EXERCISE INPUTS:
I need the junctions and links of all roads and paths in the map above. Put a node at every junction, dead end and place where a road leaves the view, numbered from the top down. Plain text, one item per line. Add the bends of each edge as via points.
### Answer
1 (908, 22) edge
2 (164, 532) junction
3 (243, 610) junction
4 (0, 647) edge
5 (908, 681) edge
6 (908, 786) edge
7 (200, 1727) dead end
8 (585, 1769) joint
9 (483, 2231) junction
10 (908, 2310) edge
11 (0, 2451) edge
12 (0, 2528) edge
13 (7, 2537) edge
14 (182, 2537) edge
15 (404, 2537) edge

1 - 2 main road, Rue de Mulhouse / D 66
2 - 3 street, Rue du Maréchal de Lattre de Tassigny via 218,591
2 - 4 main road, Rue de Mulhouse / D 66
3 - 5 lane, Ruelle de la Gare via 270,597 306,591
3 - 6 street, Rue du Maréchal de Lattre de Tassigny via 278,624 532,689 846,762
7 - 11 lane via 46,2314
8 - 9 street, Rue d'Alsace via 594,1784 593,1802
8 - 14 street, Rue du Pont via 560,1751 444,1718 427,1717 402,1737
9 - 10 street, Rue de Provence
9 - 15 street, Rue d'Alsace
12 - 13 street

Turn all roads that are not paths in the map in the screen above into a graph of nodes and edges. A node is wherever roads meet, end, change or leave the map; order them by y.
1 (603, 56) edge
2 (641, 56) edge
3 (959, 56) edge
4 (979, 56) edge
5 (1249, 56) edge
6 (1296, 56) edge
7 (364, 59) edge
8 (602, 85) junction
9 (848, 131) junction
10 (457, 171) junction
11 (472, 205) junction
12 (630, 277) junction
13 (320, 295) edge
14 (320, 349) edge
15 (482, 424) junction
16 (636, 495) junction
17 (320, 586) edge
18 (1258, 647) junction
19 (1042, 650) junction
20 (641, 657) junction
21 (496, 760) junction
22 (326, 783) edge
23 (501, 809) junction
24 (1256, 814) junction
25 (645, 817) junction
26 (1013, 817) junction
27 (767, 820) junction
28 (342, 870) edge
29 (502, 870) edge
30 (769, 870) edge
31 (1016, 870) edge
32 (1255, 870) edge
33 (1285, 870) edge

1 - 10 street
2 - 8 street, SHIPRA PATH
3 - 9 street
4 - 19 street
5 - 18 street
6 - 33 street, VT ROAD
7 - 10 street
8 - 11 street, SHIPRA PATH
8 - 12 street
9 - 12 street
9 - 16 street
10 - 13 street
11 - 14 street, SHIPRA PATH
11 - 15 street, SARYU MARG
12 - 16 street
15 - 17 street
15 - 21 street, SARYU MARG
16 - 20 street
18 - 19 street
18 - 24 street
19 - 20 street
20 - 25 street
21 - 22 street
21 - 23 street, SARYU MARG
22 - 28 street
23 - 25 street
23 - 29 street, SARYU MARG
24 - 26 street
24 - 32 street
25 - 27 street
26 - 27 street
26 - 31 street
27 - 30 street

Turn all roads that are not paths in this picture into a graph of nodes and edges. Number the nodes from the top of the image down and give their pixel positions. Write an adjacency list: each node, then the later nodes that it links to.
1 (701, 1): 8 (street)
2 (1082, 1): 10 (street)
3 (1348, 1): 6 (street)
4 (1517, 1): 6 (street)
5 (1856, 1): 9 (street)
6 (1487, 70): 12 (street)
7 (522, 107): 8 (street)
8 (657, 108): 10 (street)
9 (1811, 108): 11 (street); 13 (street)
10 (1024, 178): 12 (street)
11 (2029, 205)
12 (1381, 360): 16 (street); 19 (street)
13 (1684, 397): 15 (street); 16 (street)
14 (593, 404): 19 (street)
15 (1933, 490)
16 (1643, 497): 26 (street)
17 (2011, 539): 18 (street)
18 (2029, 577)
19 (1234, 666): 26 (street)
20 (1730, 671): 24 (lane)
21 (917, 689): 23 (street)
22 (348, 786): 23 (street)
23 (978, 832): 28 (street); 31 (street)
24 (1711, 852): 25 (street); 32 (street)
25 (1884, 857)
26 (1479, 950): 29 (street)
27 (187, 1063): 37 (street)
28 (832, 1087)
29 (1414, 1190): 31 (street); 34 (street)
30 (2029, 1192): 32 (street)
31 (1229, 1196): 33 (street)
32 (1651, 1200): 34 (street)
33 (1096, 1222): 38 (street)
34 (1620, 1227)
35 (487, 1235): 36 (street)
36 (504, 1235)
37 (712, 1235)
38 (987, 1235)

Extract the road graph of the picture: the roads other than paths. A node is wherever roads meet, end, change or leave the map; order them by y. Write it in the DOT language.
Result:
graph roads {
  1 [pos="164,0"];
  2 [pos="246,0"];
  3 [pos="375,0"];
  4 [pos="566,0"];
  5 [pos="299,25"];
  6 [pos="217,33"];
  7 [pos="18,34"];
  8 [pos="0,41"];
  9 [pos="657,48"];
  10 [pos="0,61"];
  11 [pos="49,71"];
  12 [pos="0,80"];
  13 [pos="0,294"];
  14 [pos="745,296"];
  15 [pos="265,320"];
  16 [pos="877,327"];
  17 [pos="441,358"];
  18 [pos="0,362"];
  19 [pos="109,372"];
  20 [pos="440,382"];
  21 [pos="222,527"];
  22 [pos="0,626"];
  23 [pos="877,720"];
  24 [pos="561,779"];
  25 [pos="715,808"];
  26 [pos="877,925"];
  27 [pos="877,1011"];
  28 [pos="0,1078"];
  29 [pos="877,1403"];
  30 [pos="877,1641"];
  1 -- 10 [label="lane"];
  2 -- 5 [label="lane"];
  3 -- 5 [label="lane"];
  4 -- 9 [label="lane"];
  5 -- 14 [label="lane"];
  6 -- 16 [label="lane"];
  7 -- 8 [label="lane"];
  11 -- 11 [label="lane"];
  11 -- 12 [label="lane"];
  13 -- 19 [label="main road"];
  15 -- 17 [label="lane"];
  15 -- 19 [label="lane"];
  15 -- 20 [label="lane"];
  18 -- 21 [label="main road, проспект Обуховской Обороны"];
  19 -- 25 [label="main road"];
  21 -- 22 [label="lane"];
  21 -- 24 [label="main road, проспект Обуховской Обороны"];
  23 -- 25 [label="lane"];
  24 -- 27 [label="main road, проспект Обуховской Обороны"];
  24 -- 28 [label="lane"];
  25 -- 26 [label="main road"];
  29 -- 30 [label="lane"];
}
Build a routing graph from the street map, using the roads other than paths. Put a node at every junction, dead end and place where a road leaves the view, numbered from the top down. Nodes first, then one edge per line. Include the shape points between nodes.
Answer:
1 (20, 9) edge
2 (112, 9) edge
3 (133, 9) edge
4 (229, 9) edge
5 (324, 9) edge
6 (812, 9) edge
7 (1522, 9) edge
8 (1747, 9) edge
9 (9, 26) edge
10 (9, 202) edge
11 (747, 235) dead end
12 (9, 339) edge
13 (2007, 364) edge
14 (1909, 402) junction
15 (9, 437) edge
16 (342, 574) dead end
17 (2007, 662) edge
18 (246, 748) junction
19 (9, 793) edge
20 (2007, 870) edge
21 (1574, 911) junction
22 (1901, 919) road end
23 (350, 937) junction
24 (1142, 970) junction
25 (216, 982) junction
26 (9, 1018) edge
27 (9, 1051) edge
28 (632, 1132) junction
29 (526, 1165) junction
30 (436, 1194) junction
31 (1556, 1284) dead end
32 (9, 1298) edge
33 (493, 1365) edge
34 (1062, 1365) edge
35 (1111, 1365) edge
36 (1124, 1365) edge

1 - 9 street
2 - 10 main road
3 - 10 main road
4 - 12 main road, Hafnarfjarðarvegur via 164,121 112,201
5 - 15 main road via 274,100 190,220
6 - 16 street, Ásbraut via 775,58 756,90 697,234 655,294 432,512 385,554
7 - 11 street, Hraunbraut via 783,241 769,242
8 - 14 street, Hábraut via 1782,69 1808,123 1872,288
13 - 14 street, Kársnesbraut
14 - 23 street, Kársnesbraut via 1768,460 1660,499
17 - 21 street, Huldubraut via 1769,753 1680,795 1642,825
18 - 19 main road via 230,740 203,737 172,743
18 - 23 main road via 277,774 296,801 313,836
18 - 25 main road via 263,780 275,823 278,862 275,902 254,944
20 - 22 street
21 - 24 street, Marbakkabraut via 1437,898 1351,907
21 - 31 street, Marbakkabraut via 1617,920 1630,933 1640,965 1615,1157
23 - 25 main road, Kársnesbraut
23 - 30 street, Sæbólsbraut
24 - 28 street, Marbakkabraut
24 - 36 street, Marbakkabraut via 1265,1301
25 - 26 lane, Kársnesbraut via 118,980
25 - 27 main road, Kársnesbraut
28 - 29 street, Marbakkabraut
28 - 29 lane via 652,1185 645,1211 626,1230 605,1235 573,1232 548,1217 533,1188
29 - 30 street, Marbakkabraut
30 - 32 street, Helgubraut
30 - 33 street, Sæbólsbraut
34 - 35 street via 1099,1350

WHAT YOU WILL DO: Every line of the listing that includes the word "проспект" belongs in the answer.

PROBLEM SOLUTION:
  18 -- 21 [label="main road, проспект Обуховской Обороны"];
  21 -- 24 [label="main road, проспект Обуховской Обороны"];
  24 -- 27 [label="main road, проспект Обуховской Обороны"];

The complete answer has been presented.